= Work required =
This exercise asks for every line of the material that contains the word "López".

[Records shown]

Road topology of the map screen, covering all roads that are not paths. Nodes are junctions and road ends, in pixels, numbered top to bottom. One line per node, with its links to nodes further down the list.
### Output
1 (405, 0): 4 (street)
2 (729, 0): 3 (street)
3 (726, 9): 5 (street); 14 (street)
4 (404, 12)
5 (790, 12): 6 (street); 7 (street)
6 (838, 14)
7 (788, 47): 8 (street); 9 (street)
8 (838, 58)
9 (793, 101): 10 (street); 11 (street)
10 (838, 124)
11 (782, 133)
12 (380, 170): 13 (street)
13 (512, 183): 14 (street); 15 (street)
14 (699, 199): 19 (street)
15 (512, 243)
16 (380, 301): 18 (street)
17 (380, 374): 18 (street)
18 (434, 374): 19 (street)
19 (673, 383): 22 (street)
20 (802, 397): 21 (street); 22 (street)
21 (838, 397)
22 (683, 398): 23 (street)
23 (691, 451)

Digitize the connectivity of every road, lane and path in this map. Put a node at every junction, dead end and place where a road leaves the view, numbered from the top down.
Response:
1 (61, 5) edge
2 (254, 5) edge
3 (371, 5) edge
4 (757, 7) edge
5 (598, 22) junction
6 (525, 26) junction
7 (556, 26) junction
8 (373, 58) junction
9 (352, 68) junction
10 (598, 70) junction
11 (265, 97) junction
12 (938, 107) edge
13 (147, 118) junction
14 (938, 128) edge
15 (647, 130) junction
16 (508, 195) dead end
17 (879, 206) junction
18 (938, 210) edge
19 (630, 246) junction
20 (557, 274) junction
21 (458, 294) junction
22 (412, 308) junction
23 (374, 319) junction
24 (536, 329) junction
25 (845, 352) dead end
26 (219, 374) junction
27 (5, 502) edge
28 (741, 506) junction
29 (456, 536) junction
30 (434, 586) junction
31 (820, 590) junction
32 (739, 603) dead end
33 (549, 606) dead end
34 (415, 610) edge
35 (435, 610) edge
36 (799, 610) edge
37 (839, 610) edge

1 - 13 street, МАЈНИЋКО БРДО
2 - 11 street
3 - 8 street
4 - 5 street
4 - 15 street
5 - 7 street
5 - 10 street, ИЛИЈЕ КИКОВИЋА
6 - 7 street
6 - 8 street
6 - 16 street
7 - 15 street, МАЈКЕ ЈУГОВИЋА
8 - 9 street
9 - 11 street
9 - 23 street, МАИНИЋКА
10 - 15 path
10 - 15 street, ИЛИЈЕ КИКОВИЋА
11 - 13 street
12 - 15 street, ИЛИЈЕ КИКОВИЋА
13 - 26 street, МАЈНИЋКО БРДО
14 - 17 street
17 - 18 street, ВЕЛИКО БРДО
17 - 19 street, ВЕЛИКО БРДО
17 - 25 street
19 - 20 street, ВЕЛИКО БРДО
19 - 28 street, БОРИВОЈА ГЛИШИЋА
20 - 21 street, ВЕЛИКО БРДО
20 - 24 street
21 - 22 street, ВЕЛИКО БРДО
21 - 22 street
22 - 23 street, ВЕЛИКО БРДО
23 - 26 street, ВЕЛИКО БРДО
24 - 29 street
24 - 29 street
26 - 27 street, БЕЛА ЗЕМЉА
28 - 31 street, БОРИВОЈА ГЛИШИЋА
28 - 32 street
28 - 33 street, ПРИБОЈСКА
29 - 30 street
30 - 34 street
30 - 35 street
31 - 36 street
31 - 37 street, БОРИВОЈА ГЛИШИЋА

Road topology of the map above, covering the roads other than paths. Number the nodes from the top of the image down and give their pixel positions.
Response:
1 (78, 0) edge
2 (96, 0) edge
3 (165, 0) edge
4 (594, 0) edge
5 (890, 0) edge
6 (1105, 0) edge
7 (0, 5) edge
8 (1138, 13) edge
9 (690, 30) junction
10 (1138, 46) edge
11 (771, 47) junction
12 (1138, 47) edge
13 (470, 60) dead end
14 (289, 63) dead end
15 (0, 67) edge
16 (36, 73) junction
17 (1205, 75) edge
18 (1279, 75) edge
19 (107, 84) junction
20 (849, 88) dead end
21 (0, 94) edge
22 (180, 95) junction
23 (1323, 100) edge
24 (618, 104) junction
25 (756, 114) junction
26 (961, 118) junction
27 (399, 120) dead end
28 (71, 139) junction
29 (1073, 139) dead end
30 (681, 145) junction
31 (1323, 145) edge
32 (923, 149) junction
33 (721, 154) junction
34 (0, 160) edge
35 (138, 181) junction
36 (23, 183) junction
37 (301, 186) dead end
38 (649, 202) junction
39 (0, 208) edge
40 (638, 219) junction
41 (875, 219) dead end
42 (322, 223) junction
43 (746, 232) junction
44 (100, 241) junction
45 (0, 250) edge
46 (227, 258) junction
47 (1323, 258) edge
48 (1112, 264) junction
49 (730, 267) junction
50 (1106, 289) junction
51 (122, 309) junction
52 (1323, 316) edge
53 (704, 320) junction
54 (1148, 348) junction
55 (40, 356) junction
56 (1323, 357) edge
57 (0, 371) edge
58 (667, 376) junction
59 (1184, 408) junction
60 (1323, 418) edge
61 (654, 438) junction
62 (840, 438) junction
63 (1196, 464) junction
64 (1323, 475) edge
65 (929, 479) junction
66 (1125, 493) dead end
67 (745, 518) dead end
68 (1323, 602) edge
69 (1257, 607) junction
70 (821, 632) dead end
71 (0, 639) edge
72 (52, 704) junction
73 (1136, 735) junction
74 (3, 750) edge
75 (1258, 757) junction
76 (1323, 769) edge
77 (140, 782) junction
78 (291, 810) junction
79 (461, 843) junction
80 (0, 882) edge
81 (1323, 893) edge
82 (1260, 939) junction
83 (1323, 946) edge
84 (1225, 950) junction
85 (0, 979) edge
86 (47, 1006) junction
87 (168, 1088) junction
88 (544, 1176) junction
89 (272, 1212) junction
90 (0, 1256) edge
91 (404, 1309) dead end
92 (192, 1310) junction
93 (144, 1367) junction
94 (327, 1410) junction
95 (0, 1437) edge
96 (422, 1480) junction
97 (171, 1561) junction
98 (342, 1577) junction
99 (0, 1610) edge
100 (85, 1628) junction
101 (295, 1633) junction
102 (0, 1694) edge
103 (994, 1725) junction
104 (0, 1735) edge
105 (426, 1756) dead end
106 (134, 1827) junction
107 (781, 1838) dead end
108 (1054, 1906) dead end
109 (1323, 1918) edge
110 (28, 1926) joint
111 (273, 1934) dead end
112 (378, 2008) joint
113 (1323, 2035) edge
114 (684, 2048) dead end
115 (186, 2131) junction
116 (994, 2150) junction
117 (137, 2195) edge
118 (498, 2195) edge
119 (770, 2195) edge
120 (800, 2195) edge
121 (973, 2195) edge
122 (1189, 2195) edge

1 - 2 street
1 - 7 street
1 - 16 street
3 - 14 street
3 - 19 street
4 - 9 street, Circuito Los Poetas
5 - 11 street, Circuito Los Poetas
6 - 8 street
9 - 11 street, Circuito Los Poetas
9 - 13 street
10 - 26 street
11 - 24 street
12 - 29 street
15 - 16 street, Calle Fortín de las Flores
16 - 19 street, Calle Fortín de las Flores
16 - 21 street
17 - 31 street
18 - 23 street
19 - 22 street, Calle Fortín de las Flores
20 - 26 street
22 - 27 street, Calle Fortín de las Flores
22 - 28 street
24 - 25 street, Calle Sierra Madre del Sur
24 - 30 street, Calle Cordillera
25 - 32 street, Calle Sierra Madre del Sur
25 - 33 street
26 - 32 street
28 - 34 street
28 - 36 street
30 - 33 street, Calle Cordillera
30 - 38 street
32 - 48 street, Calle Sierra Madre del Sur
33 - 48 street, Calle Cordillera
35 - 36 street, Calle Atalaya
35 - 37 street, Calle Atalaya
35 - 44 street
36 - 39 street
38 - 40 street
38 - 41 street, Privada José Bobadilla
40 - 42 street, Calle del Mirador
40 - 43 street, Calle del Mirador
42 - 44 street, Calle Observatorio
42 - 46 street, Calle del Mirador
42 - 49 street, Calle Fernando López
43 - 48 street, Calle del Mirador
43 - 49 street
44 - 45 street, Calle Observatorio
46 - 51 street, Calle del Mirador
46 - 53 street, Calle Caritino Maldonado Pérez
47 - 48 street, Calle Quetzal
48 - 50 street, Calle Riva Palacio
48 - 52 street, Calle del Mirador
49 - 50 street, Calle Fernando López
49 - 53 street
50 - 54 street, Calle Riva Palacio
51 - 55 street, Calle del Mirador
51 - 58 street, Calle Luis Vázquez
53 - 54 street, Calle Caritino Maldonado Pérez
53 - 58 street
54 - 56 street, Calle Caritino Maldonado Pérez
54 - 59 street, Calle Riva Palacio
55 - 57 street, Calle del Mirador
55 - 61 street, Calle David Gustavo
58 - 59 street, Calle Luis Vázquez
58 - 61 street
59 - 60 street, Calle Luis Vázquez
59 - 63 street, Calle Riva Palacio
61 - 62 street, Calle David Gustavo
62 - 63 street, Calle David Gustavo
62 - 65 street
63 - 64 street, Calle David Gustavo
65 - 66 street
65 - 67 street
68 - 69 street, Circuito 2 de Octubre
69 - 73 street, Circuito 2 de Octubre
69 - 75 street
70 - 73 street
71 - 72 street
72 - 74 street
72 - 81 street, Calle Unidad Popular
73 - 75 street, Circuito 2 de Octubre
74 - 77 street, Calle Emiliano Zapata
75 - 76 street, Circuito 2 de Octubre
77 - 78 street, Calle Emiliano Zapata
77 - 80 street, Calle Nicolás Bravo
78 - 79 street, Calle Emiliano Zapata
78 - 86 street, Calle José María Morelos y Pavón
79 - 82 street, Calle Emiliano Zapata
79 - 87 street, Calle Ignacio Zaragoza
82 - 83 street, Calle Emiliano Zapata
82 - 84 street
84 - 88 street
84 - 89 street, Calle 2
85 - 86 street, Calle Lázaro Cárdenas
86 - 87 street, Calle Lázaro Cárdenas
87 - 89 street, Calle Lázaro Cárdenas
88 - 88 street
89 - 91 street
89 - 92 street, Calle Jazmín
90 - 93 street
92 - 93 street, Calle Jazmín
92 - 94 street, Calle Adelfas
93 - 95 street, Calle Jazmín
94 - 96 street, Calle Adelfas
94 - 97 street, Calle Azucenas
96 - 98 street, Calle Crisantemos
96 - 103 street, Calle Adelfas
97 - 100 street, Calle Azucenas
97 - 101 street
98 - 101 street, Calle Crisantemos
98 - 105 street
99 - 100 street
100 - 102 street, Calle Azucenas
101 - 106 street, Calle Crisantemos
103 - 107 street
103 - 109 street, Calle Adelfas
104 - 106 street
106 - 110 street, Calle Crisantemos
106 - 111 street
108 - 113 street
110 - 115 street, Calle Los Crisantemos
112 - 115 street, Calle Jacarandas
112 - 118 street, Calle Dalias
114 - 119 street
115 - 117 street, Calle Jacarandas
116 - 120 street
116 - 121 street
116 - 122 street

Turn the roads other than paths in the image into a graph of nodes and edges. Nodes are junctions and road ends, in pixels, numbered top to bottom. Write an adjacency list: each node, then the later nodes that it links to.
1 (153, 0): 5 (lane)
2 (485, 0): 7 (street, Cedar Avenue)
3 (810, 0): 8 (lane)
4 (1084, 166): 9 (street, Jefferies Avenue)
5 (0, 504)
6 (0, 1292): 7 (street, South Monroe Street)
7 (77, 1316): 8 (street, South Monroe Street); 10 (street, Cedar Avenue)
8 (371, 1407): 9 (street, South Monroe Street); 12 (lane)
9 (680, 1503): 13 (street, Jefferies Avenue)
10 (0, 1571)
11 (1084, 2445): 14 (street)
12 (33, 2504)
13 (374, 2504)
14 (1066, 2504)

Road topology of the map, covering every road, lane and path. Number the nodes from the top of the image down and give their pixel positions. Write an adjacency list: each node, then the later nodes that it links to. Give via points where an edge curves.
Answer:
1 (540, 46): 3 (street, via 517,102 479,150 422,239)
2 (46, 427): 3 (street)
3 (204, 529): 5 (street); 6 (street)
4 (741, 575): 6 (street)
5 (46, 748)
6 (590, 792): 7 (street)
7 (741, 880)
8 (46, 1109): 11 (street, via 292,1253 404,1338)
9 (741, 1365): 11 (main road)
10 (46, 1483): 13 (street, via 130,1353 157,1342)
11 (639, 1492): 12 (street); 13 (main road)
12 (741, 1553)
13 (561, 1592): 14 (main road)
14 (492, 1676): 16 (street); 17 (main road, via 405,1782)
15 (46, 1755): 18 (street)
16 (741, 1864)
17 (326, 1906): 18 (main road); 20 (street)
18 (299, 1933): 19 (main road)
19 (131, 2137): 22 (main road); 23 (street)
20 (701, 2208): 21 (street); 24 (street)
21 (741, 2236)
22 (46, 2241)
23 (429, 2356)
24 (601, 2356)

[/Records shown]

= Output below =
42 - 49 street, Calle Fernando López
49 - 50 street, Calle Fernando López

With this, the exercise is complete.